The Situationists developed the concept of dérive to encourage a subverted approach to inhabiting the city. The term translates "to drift", suggesting an undirected movement throughout the city scape. This concept inspired Tschumi's own ruminations on movement through space:
"...that the existence of a free place, even if temporary, is an important factor in the development of the revolutionary struggle...It is this very state of uncertainty that the new developments in architecture reside..."
In all three examples – Tschumi and Koolhaas' Parc de la Villette schemes – as well as Cedric Price's Fun Palace, there is an attempt to create a case study in political architecture theory. Designed to transform culture, the projects ultimately fail because they are unable to sufficiently displace the dominant cultural space. This renders the dominant culture the authority to determine individual behavior.
In the desire to prove that the world is systematic and ordered, we have spent our existence as a species developing and testing various technologies to assert our opinions as correct. Martin Heidegger discusses our technological orientation to reality in The Questions Concerning Technology, where he develops the term enframing to identify the inevitable outgrowth of the human consciousness, of our constant need to quantify and categorize the world. The consequence, he argues, is our distorted perception that the world is a set of raw materials which culminates in modern technology. Our relationship with nature and technology is framed by our desire for control.
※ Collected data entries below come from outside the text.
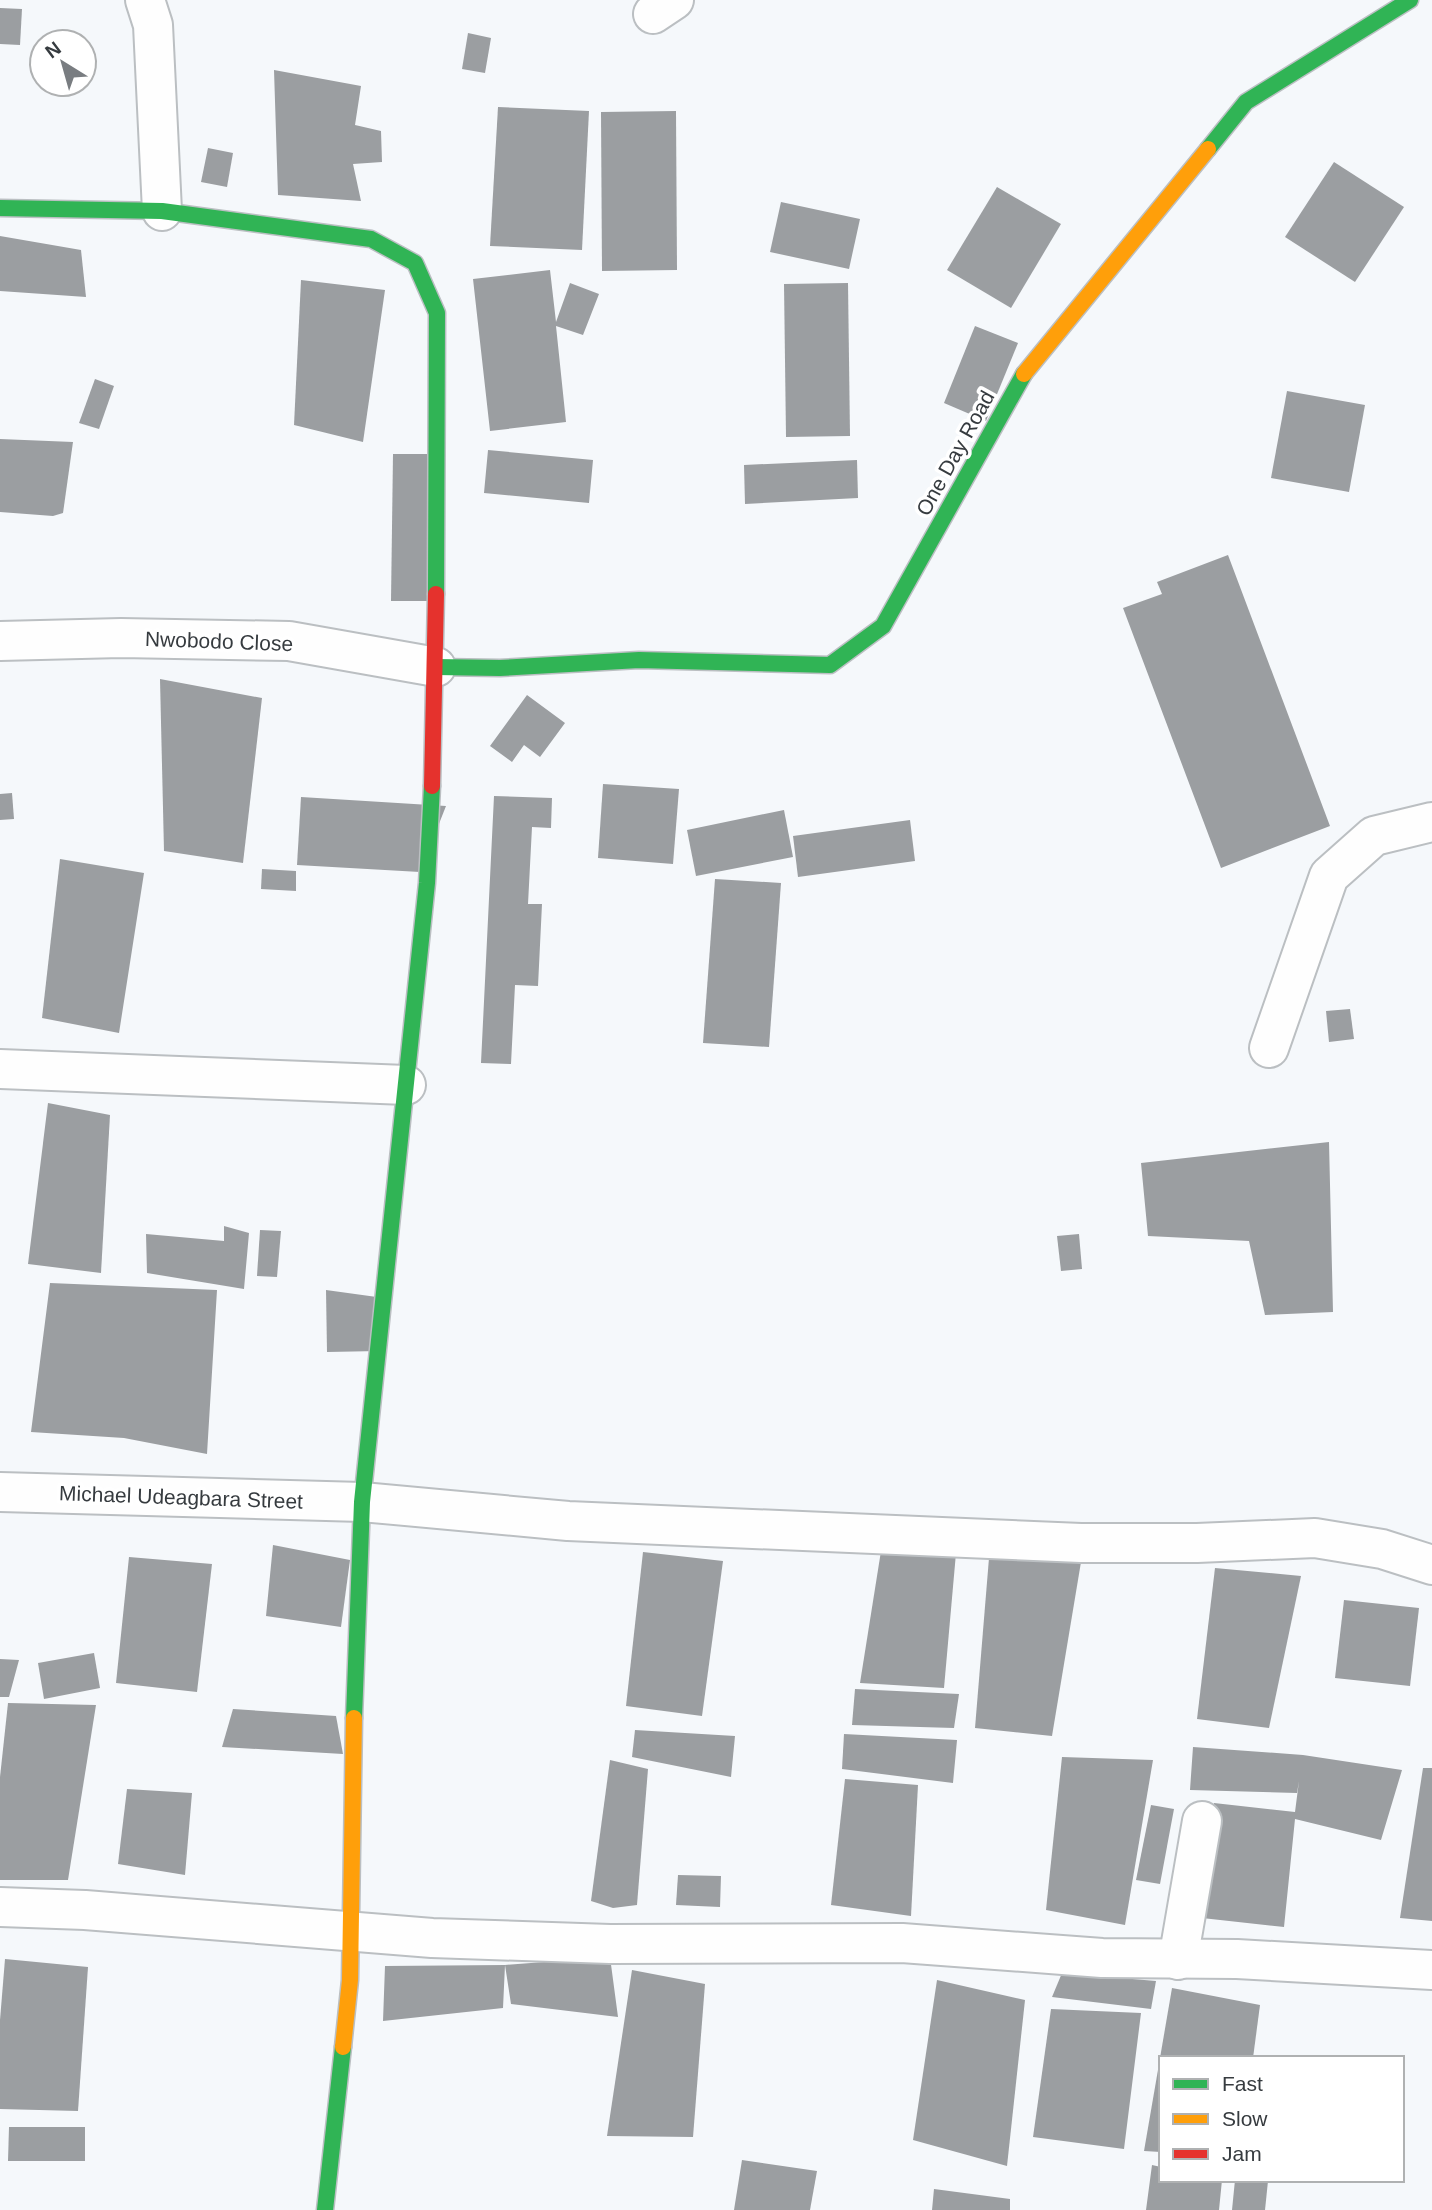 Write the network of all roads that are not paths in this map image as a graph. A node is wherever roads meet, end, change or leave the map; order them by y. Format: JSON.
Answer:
{"nodes":[{"id":1,"x":145,"y":0,"type":"edge"},
{"id":2,"x":1410,"y":0,"type":"edge"},
{"id":3,"x":0,"y":208,"type":"edge"},
{"id":4,"x":162,"y":211,"type":"junction"},
{"id":5,"x":0,"y":641,"type":"edge"},
{"id":6,"x":436,"y":667,"type":"junction"},
{"id":7,"x":1432,"y":822,"type":"edge"},
{"id":8,"x":1269,"y":1048,"type":"dead end"},
{"id":9,"x":0,"y":1069,"type":"edge"},
{"id":10,"x":406,"y":1085,"type":"junction"},
{"id":11,"x":0,"y":1492,"type":"edge"},
{"id":12,"x":362,"y":1502,"type":"junction"},
{"id":13,"x":1432,"y":1565,"type":"edge"},
{"id":14,"x":1202,"y":1821,"type":"dead end"},
{"id":15,"x":0,"y":1907,"type":"edge"},
{"id":16,"x":351,"y":1933,"type":"junction"},
{"id":17,"x":1178,"y":1960,"type":"junction"},
{"id":18,"x":1432,"y":1970,"type":"edge"},
{"id":19,"x":325,"y":2210,"type":"edge"}],
"edges":[{"from":1,"to":4,"type":"street"},
{"from":2,"to":6,"type":"street","name":"One Day Road"},
{"from":3,"to":4,"type":"street"},
{"from":4,"to":6,"type":"street"},
{"from":5,"to":6,"type":"street","name":"Nwobodo Close"},
{"from":6,"to":10,"type":"street"},
{"from":7,"to":8,"type":"street"},
{"from":9,"to":10,"type":"street"},
{"from":10,"to":12,"type":"street"},
{"from":11,"to":12,"type":"street","name":"Michael Udeagbara Street"},
{"from":12,"to":13,"type":"street","name":"Michael Udeagbara Street"},
{"from":12,"to":16,"type":"street"},
{"from":14,"to":17,"type":"street"},
{"from":15,"to":16,"type":"street"},
{"from":16,"to":17,"type":"street"},
{"from":16,"to":19,"type":"street"},
{"from":17,"to":18,"type":"street"}]}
Heidegger gives the example of the Rhine River to show how technology transforms this relationship; the meaning of the river changes the moment hydroelectric power plants are built on it, transforming the river into a source of energy and power. This is in contrast with the German philosophy of Friedrich Höderlin’s description of the Rhine, where the river is a symbol of contemplation and national pride. Technology has created a world where something is no longer just “good,” instead it must be “good for.” Though our relationship with the world is somewhat contingent on the natural world revealing itself on its own terms, technology controls how we orient ourselves to these resources.
The danger with this narcissistic world view is that we believe that the technology we have developed is enough to predict and understand nature and what it reveals to us, “the threat to man does not come in the first instance from the potentially lethal machines and apparatuses of technology. The actual threat has already afflicted man in its essence. The rule of enframing threatens man with the possibility that it could be denied to him to enter into a more original revealing and hence to experience the call of a more primal truth.”The “network that can be established between these two elements,” (user and the equipment they choose to frame their environment with) is defined in Foucault’s exploration of dispositif and Agamben’s subsequent discussion of the apparatus. This network serves to position the user in a formed view of the world through the use of the apparatus.
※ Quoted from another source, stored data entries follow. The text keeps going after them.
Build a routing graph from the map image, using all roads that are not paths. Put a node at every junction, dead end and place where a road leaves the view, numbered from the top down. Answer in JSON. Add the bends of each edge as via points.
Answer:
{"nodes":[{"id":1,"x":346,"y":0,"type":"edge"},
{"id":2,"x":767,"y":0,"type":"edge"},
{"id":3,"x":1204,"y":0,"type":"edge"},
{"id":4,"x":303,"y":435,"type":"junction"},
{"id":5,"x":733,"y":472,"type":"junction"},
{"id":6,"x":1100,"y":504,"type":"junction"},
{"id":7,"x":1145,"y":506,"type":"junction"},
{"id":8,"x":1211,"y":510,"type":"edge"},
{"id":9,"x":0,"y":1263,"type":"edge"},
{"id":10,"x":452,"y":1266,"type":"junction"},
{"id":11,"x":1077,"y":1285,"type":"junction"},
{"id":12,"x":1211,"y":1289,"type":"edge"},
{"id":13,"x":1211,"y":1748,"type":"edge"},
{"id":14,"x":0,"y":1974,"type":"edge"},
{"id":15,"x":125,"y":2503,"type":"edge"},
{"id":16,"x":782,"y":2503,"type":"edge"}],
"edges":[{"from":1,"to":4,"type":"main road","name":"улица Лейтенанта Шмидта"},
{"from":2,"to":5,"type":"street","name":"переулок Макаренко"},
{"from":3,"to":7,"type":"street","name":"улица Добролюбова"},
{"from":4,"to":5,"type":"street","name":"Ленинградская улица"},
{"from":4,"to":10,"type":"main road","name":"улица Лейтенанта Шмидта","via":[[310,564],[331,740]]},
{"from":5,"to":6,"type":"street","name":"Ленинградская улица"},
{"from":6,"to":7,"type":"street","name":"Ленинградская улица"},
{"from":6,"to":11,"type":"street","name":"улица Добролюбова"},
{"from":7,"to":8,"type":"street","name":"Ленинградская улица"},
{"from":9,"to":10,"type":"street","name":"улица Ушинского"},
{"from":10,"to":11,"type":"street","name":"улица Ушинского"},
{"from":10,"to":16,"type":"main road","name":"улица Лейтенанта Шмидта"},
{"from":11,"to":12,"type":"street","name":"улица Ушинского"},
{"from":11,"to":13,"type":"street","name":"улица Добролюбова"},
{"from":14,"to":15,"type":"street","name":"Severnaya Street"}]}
Agamben discusses the idea of the apparatus which he defines as "anything that has in some way the capacity to capture, orient, and control the behaviors and opinions of living beings." These opinions and beliefs can often be divisive which has been manifested in our current dysfunctional social and political climate.
While the contemporary discourse around the apparatus typically focuses on social media, architecture is an apparatus as well since it has the capacity to orient our behavior.